Re: How to verify/fix High Disk Read Latencies in Exch2003 ?
- From: "Marlon Brown" <MarlonBrown@xxxxxxxxxxxxxxxxxxxxxxxxx>
- Date: Fri, 20 Jan 2006 07:11:42 -0800
Thanks John ! Let me set the perfmon counters very soon.
However, one more observation is that MOM is returning the same High Latency
alerts against two other Exchange pre-production servers, which are
virtually with 0 mailboxes on it, no usage at all. Therefore I am wondering
how the disk could be highly utilized if I have no users accessing the
pre-production servers. It is also returning the same high latency against
the Exch2003 SMTP Connector server, which is not clustered.

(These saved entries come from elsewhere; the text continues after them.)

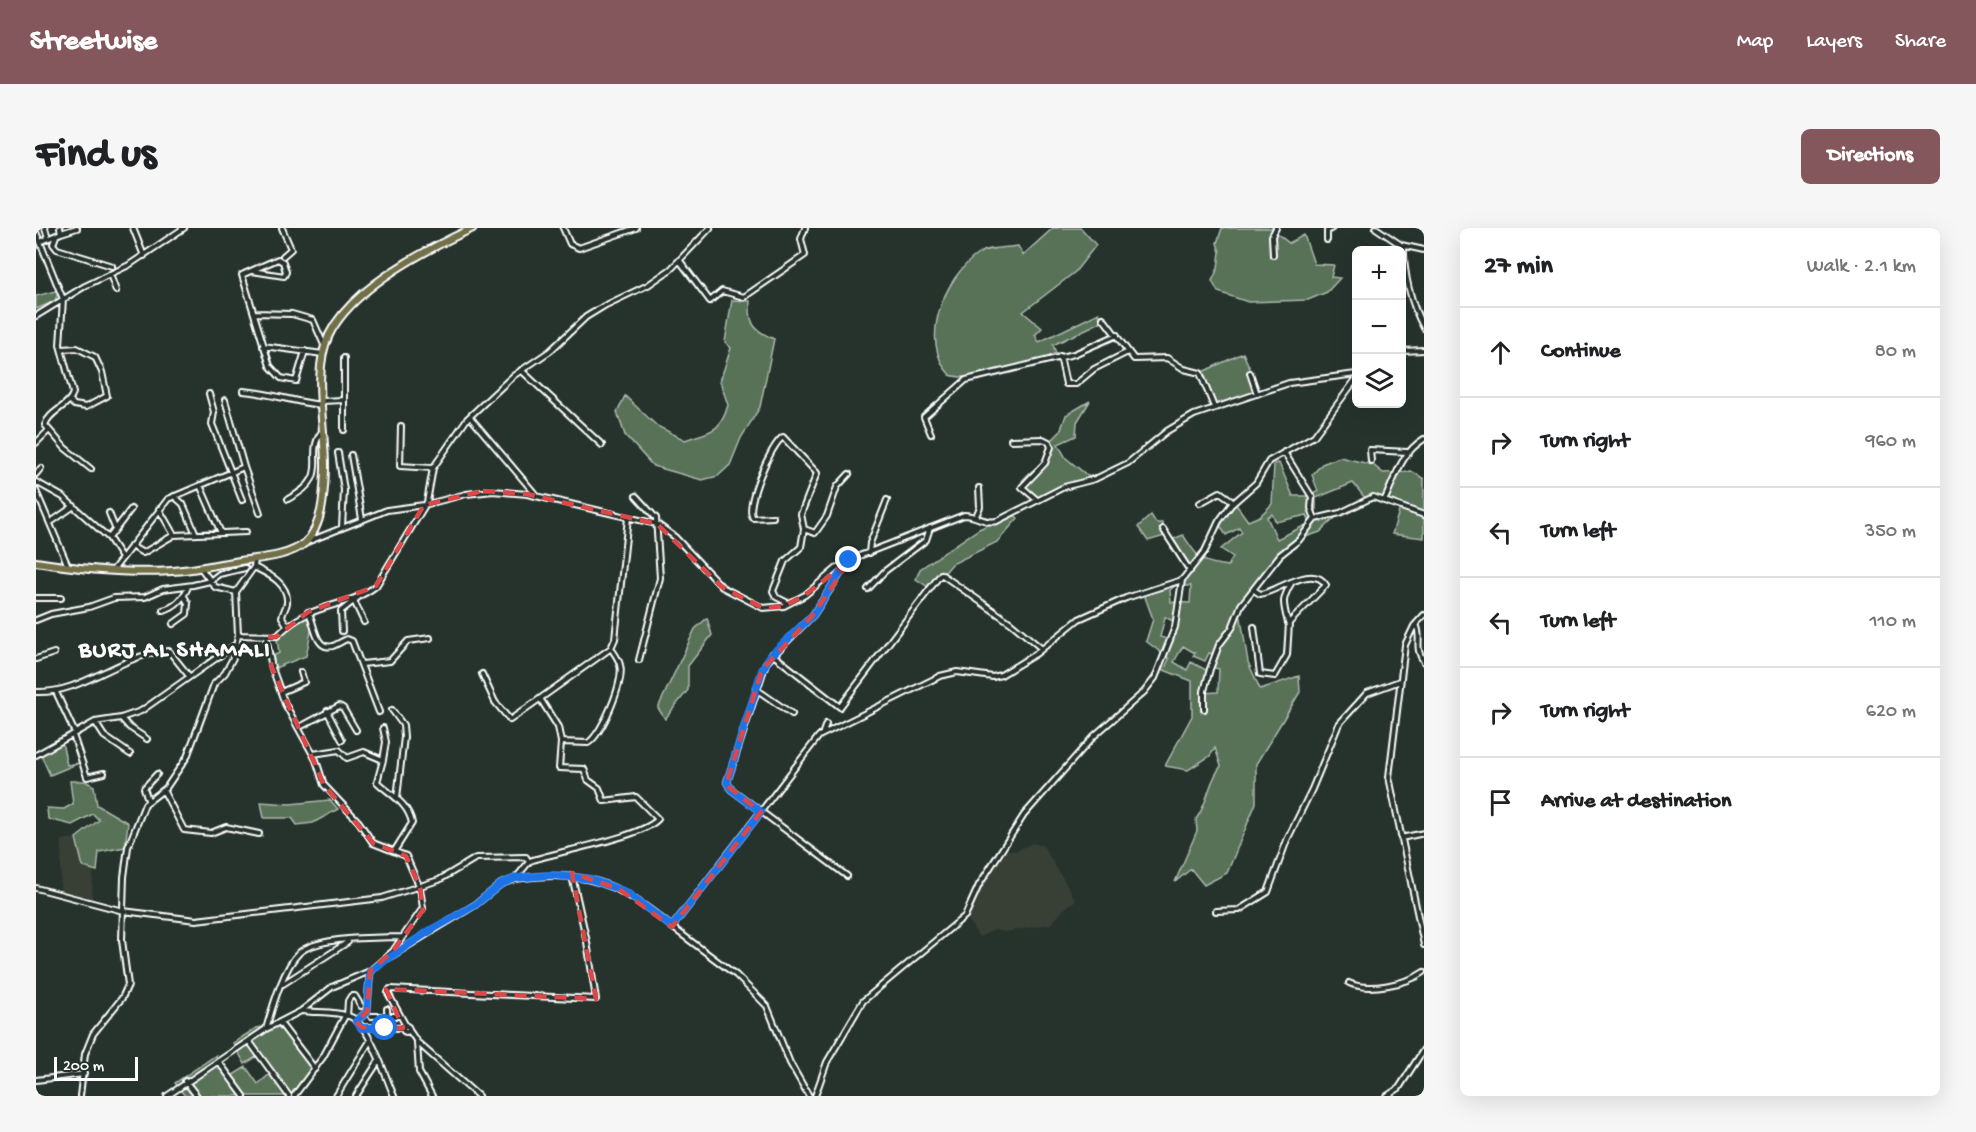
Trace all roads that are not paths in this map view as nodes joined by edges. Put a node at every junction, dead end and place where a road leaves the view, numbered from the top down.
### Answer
1 (45, 228) edge
2 (74, 228) edge
3 (133, 228) edge
4 (184, 228) edge
5 (282, 228) edge
6 (473, 228) edge
7 (563, 228) edge
8 (636, 228) edge
9 (710, 228) edge
10 (805, 228) edge
11 (1276, 228) edge
12 (1332, 228) edge
13 (1376, 228) edge
14 (61, 230) edge
15 (36, 232) edge
16 (56, 235) junction
17 (48, 238) junction
18 (1327, 240) dead end
19 (40, 242) junction
20 (1404, 246) edge
21 (1406, 246) edge
22 (1424, 250) edge
23 (1273, 255) dead end
24 (144, 256) junction
25 (283, 256) dead end
26 (680, 261) junction
27 (112, 266) dead end
28 (252, 271) junction
29 (110, 274) junction
30 (1406, 276) edge
31 (116, 291) dead end
32 (63, 299) junction
33 (254, 313) junction
34 (36, 316) edge
35 (1103, 318) dead end
36 (1424, 328) edge
37 (1117, 335) junction
38 (324, 345) junction
39 (263, 346) junction
40 (61, 348) junction
41 (1424, 350) edge
42 (305, 351) junction
43 (1406, 351) edge
44 (1128, 352) junction
45 (322, 354) junction
46 (1060, 356) junction
47 (344, 358) dead end
48 (520, 370) junction
49 (1250, 373) dead end
50 (1352, 376) edge
51 (1352, 382) edge
52 (243, 391) dead end
53 (209, 393) dead end
54 (1257, 394) junction
55 (70, 400) junction
56 (225, 400) dead end
57 (343, 400) junction
58 (322, 403) junction
59 (1214, 407) junction
60 (470, 417) junction
61 (401, 426) dead end
62 (324, 429) junction
63 (49, 430) junction
64 (344, 430) dead end
65 (931, 434) dead end
66 (1424, 439) edge
67 (1011, 440) dead end
68 (36, 443) edge
69 (602, 445) dead end
70 (1284, 452) junction
71 (1407, 452) junction
72 (338, 453) dead end
73 (351, 455) dead end
74 (1371, 461) dead end
75 (244, 466) junction
76 (41, 468) dead end
77 (434, 468) junction
78 (90, 469) dead end
79 (231, 471) junction
80 (36, 474) edge
81 (849, 474) dead end
82 (36, 482) edge
83 (200, 485) junction
84 (980, 488) dead end
85 (36, 491) edge
86 (174, 495) junction
87 (538, 496) junction
88 (636, 496) dead end
89 (288, 499) dead end
90 (887, 500) dead end
91 (1037, 500) junction
92 (242, 501) dead end
93 (1384, 501) junction
94 (1234, 502) junction
95 (1200, 503) dead end
96 (424, 505) junction
97 (74, 506) junction
98 (131, 509) dead end
99 (159, 509) junction
100 (109, 513) dead end
101 (260, 513) dead end
102 (1424, 514) edge
103 (976, 516) junction
104 (773, 517) dead end
105 (628, 518) junction
106 (362, 519) junction
107 (1315, 519) junction
108 (51, 522) junction
109 (657, 524) junction
110 (342, 527) junction
111 (116, 528) junction
112 (930, 528) junction
113 (804, 529) junction
114 (1163, 529) dead end
115 (246, 532) dead end
116 (221, 533) junction
117 (196, 534) junction
118 (174, 535) junction
119 (109, 538) junction
120 (305, 543) junction
121 (131, 546) junction
122 (869, 553) junction
123 (122, 558) junction
124 (255, 559) junction
125 (244, 560) junction
126 (849, 560) junction
127 (36, 561) edge
128 (69, 567) junction
129 (200, 567) junction
130 (245, 568) junction
131 (253, 568) junction
132 (113, 570) junction
133 (1190, 571) junction
134 (1182, 580) junction
135 (210, 581) junction
136 (1292, 581) junction
137 (188, 586) junction
138 (868, 589) dead end
139 (1254, 590) junction
140 (236, 592) junction
141 (360, 595) junction
142 (184, 596) junction
143 (36, 598) edge
144 (60, 598) dead end
145 (354, 601) junction
146 (789, 603) junction
147 (163, 610) dead end
148 (309, 612) junction
149 (1424, 615) edge
150 (36, 620) edge
151 (364, 622) dead end
152 (1289, 623) junction
153 (173, 624) dead end
154 (1416, 624) junction
155 (287, 625) junction
156 (1254, 627) dead end
157 (342, 631) dead end
158 (238, 635) junction
159 (266, 637) junction
160 (430, 638) dead end
161 (236, 645) junction
162 (611, 648) junction
163 (1042, 649) junction
164 (54, 653) dead end
165 (772, 654) junction
166 (36, 659) edge
167 (639, 660) dead end
168 (1424, 662) edge
169 (362, 664) junction
170 (301, 672) dead end
171 (482, 674) dead end
172 (189, 676) junction
173 (1400, 681) junction
174 (756, 688) junction
175 (36, 692) edge
176 (56, 692) junction
177 (281, 692) junction
178 (542, 700) junction
179 (1204, 709) dead end
180 (392, 710) dead end
181 (327, 711) junction
182 (379, 712) dead end
183 (792, 714) dead end
184 (121, 718) junction
185 (95, 722) junction
186 (826, 724) dead end
187 (300, 727) junction
188 (383, 728) dead end
189 (356, 730) dead end
190 (823, 733) junction
191 (74, 734) junction
192 (147, 739) dead end
193 (342, 740) dead end
194 (561, 742) junction
195 (36, 754) edge
196 (130, 754) dead end
197 (313, 754) junction
198 (383, 760) junction
199 (104, 772) dead end
200 (157, 774) dead end
201 (163, 790) junction
202 (397, 798) junction
203 (148, 800) junction
204 (761, 812) junction
205 (1424, 833) edge
206 (260, 834) dead end
207 (1401, 838) junction
208 (395, 850) junction
209 (530, 861) junction
210 (572, 876) junction
211 (847, 876) dead end
212 (515, 879) junction
213 (36, 888) edge
214 (420, 888) junction
215 (123, 911) junction
216 (1216, 911) dead end
217 (672, 927) junction
218 (404, 937) junction
219 (350, 941) junction
220 (1424, 945) edge
221 (384, 960) junction
222 (370, 971) junction
223 (1424, 972) edge
224 (1349, 983) dead end
225 (283, 984) junction
226 (361, 1006) dead end
227 (387, 1009) dead end
228 (301, 1011) junction
229 (346, 1016) junction
230 (371, 1016) dead end
231 (387, 1016) junction
232 (400, 1016) junction
233 (356, 1021) junction
234 (280, 1023) junction
235 (388, 1024) dead end
236 (361, 1028) junction
237 (266, 1029) junction
238 (406, 1029) junction
239 (249, 1041) junction
240 (370, 1041) junction
241 (417, 1042) junction
242 (1424, 1049) edge
243 (218, 1061) junction
244 (378, 1062) junction
245 (315, 1069) junction
246 (84, 1074) junction
247 (36, 1080) edge
248 (185, 1081) junction
249 (80, 1096) edge
250 (166, 1096) edge
251 (197, 1096) edge
252 (244, 1096) edge
253 (292, 1096) edge
254 (336, 1096) edge
255 (356, 1096) edge
256 (394, 1096) edge
257 (432, 1096) edge
258 (478, 1096) edge
259 (809, 1096) edge
260 (815, 1096) edge
261 (1387, 1096) edge

1 - 17 street
2 - 14 street
3 - 24 street
4 - 24 street
5 - 25 street
6 - 38 main road
7 - 8 street
9 - 26 street
10 - 26 street
11 - 23 street
12 - 18 street
13 - 20 street
14 - 16 street
15 - 19 street
16 - 17 street
16 - 27 street
17 - 19 street
19 - 32 street
21 - 22 street
24 - 29 street
26 - 48 street
28 - 28 street
28 - 33 street
29 - 31 street
29 - 32 street
30 - 36 street
32 - 34 street
32 - 40 street
33 - 38 street
33 - 39 street
35 - 37 street
37 - 44 street
37 - 46 street
38 - 45 main road
39 - 42 street
39 - 42 street
40 - 55 street
40 - 55 street
41 - 43 street
42 - 45 street
44 - 46 street
44 - 59 street
45 - 58 main road
46 - 65 street
47 - 57 street
48 - 60 street
48 - 69 street
49 - 54 street
50 - 54 street
51 - 70 street
52 - 58 street
53 - 79 street
54 - 59 street
55 - 63 street
56 - 75 street
57 - 58 street
57 - 64 street
58 - 62 main road
59 - 91 street
60 - 77 street
60 - 87 street
61 - 77 street
62 - 89 street
62 - 120 main road
63 - 68 street
63 - 78 street
66 - 71 street
67 - 91 street
70 - 94 street
70 - 107 street
71 - 74 street
71 - 93 street
72 - 110 street
73 - 106 street
75 - 79 street
75 - 101 street
76 - 80 street
77 - 96 street
79 - 83 street
79 - 92 street
81 - 113 street
82 - 97 street
83 - 86 street
83 - 116 street
84 - 103 street
85 - 108 street
86 - 99 street
86 - 117 street
87 - 96 street
87 - 105 street
88 - 109 street
90 - 122 street
91 - 103 street
93 - 102 street
93 - 107 street
94 - 95 street
94 - 133 street
96 - 106 street
96 - 141 street
97 - 108 street
97 - 119 street
98 - 111 street
99 - 118 street
99 - 121 street
100 - 111 street
103 - 112 street
104 - 113 street
105 - 109 street
105 - 162 street
106 - 110 street
107 - 139 street
108 - 128 street
109 - 146 street
109 - 167 street
110 - 120 street
111 - 119 street
112 - 122 street
112 - 138 street
113 - 146 street
114 - 133 street
115 - 116 street
116 - 117 street
117 - 118 street
118 - 121 street
119 - 123 street
120 - 124 main road
121 - 123 street
122 - 126 street
123 - 132 street
124 - 125 main road
124 - 131 street
125 - 129 main road
125 - 130 street
126 - 146 street
126 - 165 street
127 - 128 main road
128 - 132 main road
129 - 132 main road
129 - 135 street
130 - 131 street
130 - 135 street
131 - 140 street
131 - 155 street
133 - 134 street
134 - 163 street
134 - 260 street
135 - 137 street
135 - 140 street
136 - 139 street
136 - 152 street
136 - 152 street
137 - 142 street
137 - 150 street
139 - 179 street
140 - 158 street
141 - 145 street
141 - 148 street
142 - 147 street
142 - 153 street
143 - 144 street
145 - 151 street
145 - 157 street
148 - 155 street
148 - 169 street
149 - 154 street
152 - 156 street
154 - 168 street
154 - 173 street
155 - 159 street
158 - 159 street
158 - 161 street
159 - 177 street
160 - 169 street
161 - 172 street
161 - 201 street
162 - 178 street
162 - 194 street
163 - 165 street
163 - 190 street
164 - 166 street
165 - 174 street
169 - 182 street
170 - 177 street
171 - 178 street
172 - 176 street
172 - 184 street
173 - 207 street
173 - 216 street
174 - 183 street
174 - 204 street
175 - 176 street
176 - 191 street
177 - 187 street
178 - 194 street
180 - 202 street
181 - 187 street
181 - 189 street
181 - 193 street
184 - 185 street
184 - 192 street
185 - 191 street
185 - 196 street
186 - 190 street
187 - 197 street
188 - 198 street
190 - 204 street
191 - 195 street
191 - 199 street
194 - 209 street
197 - 198 street
197 - 208 street
198 - 202 street
200 - 203 street
201 - 203 street
201 - 206 street
202 - 208 street
203 - 215 street
204 - 211 street
204 - 217 street
205 - 207 street
207 - 220 street
208 - 214 street
209 - 212 street
209 - 214 street
210 - 212 street
210 - 217 street
210 - 232 street
212 - 221 street
213 - 215 street
214 - 215 street
214 - 218 street
215 - 246 street
217 - 259 street
218 - 219 street
218 - 221 street
219 - 225 street
219 - 225 street
221 - 222 street
222 - 228 street
222 - 233 street
223 - 224 street
225 - 237 street
226 - 229 street
227 - 231 street
228 - 229 street
228 - 234 street
229 - 233 street
229 - 245 street
230 - 231 street
231 - 232 street
231 - 235 street
232 - 238 street
233 - 236 street
234 - 237 street
234 - 245 street
236 - 238 street
236 - 240 street
237 - 239 street
238 - 241 street
239 - 243 street
239 - 253 street
240 - 244 street
240 - 254 street
241 - 257 street
241 - 258 street
242 - 261 street
243 - 248 street
243 - 252 street
244 - 255 street
244 - 256 street
245 - 253 street
246 - 247 street
246 - 249 street
248 - 250 street
248 - 251 street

"John Fullbright" <fullbrij@xxxxxxxxxxx> wrote in message
news:%23klicnYHGHA.1124@xxxxxxxxxxxxxxxxxxxxxxx
> Being on a SAN doesn't exempt you from performance problems. I guess the
> first thing to do is confirm that you have a performance problem and
> determine how severe it is.
>
> First, over a period of a few days, collect permon counters. Key counters
> to collect include physical disk - Avg. Disk sec/read, Avg. Disk
> sec/write, Avg. Disk sec/transfer, reads/sec, writes/sec,
> transactions/sec, and split IO/sec. You aslo want to include Database -
> log record stalls/sec and MSExchangeIS - Client Latency > 5 sec RPCs.
>
> The Microsoft Whitepaper, "Optimizing Storage for Exchange Server 2003"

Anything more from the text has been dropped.